*What to do:* Records follow. Select each line holding "name".

Data extracts START

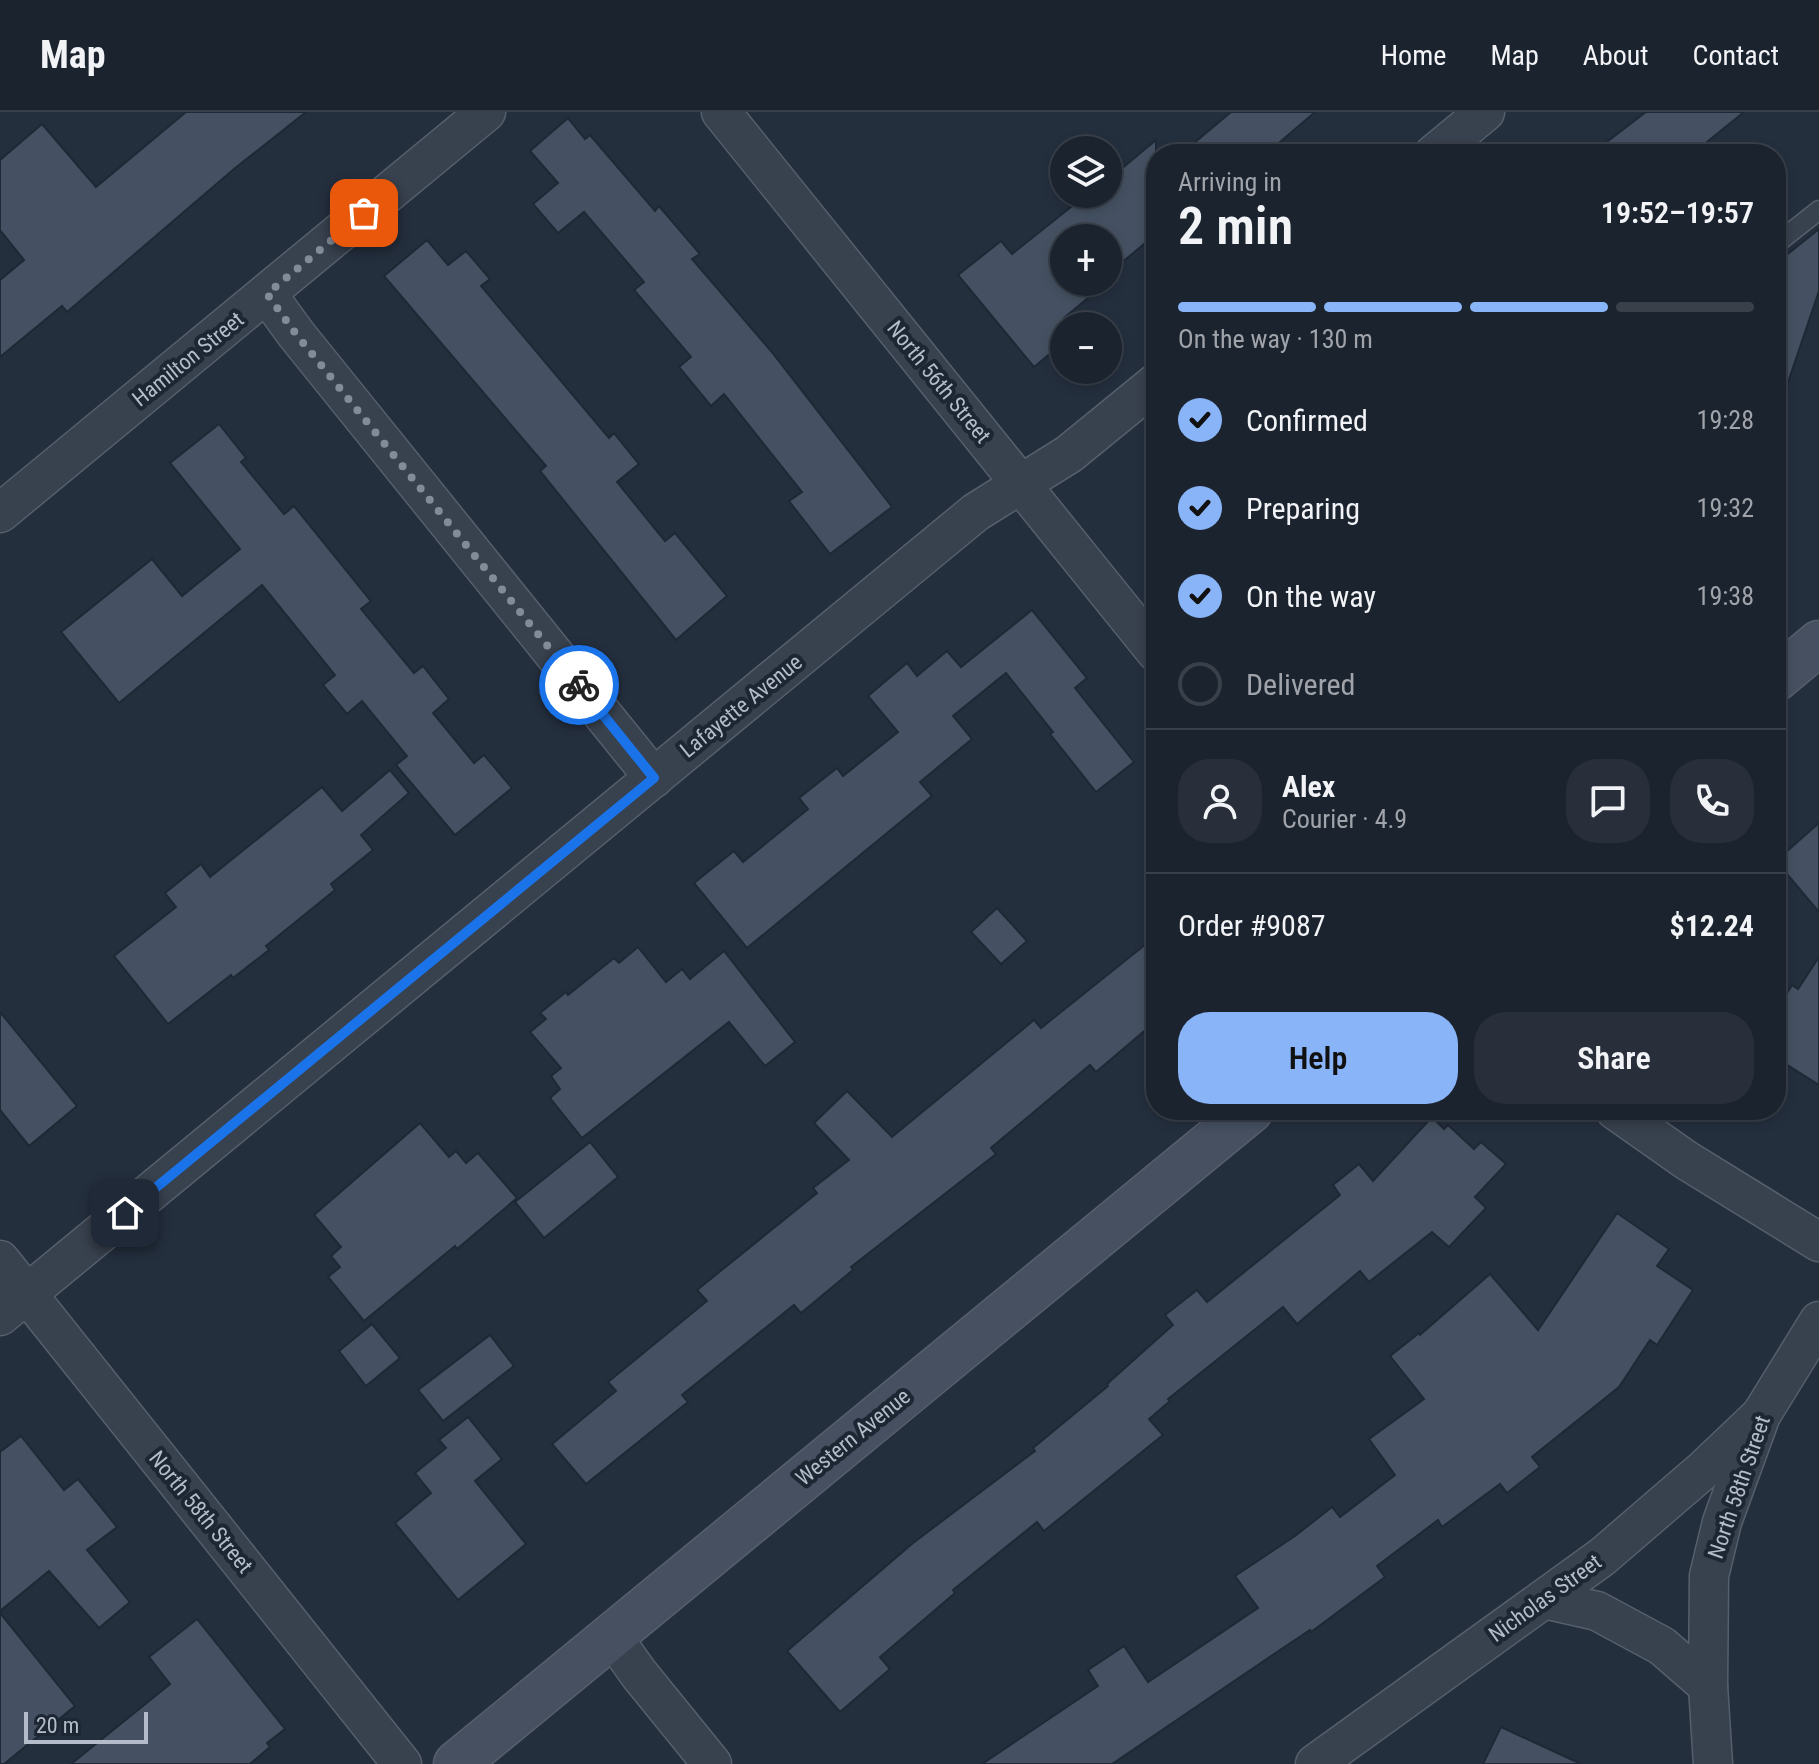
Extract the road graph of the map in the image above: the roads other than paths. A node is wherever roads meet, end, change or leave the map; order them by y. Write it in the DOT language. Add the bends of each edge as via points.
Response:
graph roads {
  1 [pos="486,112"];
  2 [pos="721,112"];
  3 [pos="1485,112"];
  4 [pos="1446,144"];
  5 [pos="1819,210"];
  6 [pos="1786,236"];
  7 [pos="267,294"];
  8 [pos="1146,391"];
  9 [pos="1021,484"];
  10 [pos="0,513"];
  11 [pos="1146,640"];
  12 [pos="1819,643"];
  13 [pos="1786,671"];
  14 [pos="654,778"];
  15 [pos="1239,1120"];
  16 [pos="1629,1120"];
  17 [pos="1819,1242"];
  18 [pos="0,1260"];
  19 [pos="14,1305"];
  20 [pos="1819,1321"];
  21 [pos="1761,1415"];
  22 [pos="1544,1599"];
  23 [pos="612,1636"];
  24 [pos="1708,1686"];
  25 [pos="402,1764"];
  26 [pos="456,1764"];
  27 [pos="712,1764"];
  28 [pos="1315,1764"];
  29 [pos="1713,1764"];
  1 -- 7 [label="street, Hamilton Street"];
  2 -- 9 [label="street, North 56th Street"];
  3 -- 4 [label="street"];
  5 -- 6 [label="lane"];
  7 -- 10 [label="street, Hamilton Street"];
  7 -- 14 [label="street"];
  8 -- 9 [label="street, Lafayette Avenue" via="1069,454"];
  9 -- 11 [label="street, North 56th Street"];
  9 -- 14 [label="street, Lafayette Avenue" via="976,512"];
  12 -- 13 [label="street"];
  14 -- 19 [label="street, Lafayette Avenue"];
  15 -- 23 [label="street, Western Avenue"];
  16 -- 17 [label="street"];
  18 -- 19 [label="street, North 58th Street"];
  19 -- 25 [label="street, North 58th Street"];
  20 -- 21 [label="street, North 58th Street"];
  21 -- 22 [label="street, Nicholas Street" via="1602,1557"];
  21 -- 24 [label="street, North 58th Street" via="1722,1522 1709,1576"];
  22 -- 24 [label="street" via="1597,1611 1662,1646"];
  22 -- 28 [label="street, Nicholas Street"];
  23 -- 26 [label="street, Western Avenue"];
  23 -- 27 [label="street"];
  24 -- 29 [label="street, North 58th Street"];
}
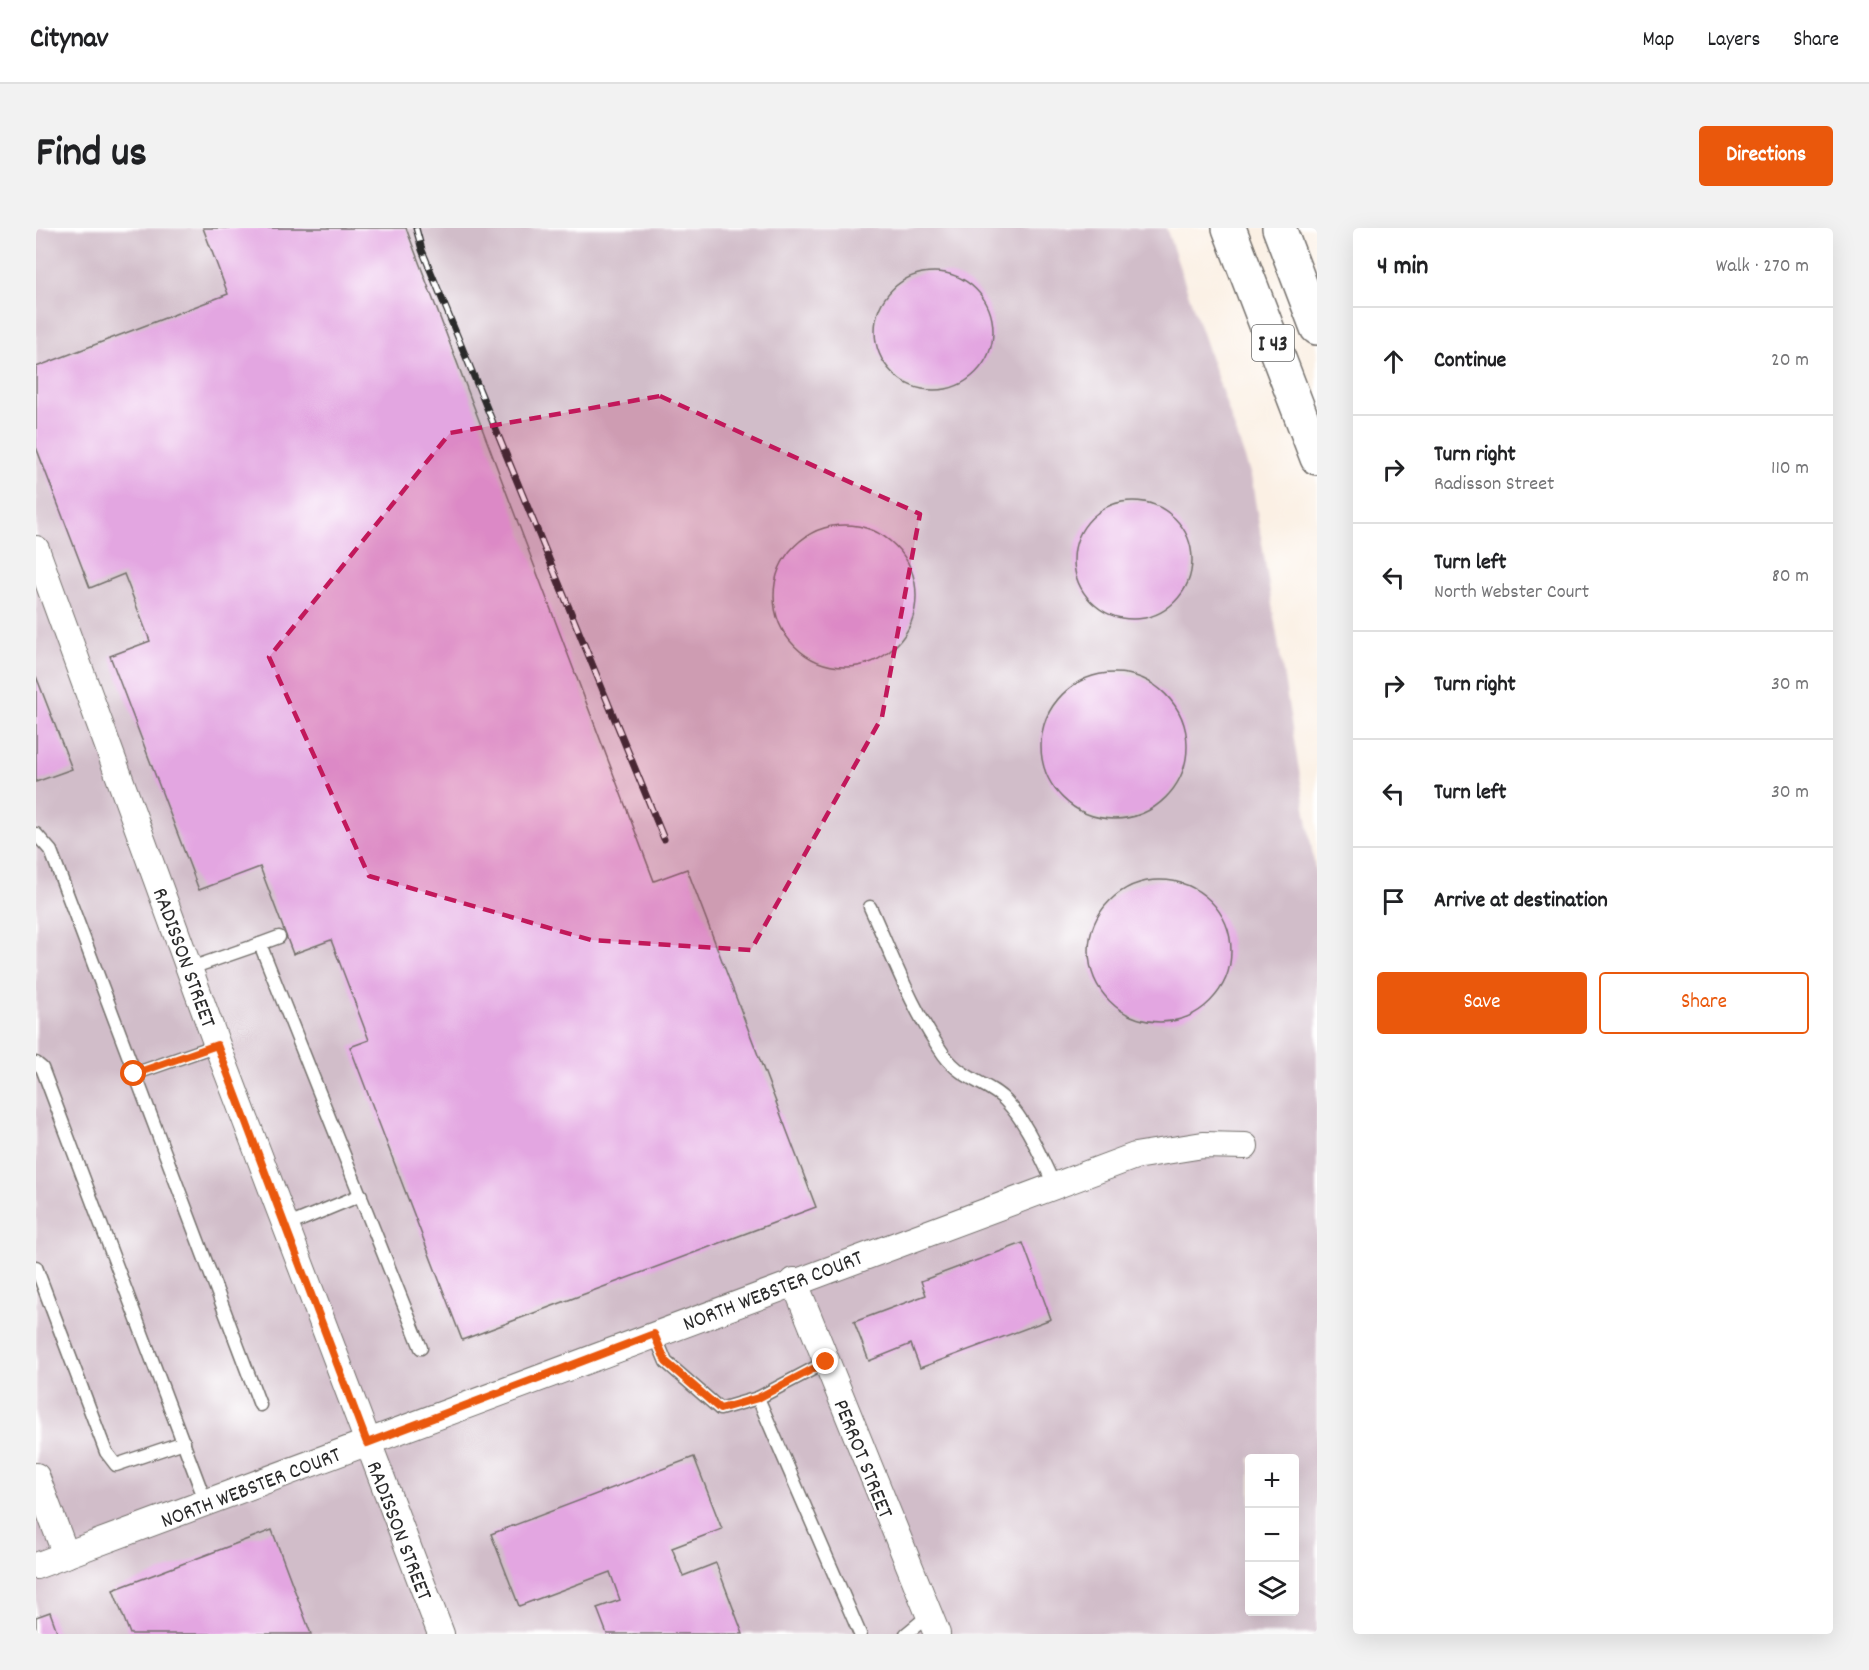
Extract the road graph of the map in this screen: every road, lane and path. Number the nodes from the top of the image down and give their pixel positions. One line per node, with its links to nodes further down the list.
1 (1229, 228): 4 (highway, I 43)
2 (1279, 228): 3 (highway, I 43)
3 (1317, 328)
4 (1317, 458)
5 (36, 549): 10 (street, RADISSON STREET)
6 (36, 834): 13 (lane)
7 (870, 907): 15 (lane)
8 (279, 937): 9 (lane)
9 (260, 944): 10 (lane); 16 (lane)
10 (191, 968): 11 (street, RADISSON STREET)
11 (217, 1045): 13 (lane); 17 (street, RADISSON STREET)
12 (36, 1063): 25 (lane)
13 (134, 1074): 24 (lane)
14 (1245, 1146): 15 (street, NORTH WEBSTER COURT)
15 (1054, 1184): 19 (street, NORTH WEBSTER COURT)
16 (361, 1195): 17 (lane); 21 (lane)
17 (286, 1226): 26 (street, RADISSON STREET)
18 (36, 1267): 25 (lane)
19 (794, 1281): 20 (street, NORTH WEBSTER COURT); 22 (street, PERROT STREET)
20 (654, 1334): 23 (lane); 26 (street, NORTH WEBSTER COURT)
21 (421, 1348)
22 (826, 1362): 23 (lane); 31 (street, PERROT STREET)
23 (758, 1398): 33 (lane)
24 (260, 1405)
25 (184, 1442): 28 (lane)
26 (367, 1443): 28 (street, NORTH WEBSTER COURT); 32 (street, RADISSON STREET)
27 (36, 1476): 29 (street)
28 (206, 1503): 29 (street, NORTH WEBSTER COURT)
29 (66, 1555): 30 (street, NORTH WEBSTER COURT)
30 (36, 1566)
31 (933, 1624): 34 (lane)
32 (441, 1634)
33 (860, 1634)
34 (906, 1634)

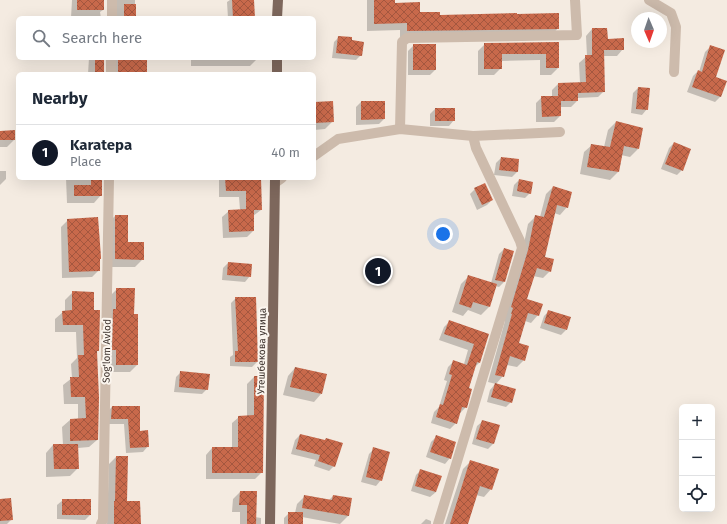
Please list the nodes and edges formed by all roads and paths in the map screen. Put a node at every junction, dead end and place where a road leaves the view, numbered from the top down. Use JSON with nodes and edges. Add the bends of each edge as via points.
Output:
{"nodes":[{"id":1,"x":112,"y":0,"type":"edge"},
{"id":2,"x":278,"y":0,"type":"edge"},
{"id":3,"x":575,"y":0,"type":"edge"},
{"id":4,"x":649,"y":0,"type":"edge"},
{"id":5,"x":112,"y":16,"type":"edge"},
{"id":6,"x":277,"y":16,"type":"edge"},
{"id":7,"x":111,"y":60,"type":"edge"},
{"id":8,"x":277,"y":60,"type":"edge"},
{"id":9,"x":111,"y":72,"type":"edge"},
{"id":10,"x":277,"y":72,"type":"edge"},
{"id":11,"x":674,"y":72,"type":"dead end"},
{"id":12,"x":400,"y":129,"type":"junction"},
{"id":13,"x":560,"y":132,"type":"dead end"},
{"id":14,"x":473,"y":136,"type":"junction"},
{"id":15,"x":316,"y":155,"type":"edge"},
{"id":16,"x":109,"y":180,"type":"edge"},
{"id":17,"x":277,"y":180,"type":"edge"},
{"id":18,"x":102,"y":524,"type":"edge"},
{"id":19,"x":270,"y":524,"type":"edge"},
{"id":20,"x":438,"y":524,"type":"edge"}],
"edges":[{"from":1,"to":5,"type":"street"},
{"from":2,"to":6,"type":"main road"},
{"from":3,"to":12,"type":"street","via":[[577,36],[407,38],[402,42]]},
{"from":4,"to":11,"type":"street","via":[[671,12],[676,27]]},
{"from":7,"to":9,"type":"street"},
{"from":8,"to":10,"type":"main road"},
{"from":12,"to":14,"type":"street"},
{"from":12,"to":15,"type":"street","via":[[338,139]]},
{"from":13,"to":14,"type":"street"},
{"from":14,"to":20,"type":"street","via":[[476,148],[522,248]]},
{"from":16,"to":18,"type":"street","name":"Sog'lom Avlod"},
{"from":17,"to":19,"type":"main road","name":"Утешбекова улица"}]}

Data extracts END

*Response to this task:*
{"from":16,"to":18,"type":"street","name":"Sog'lom Avlod"},
{"from":17,"to":19,"type":"main road","name":"Утешбекова улица"}]}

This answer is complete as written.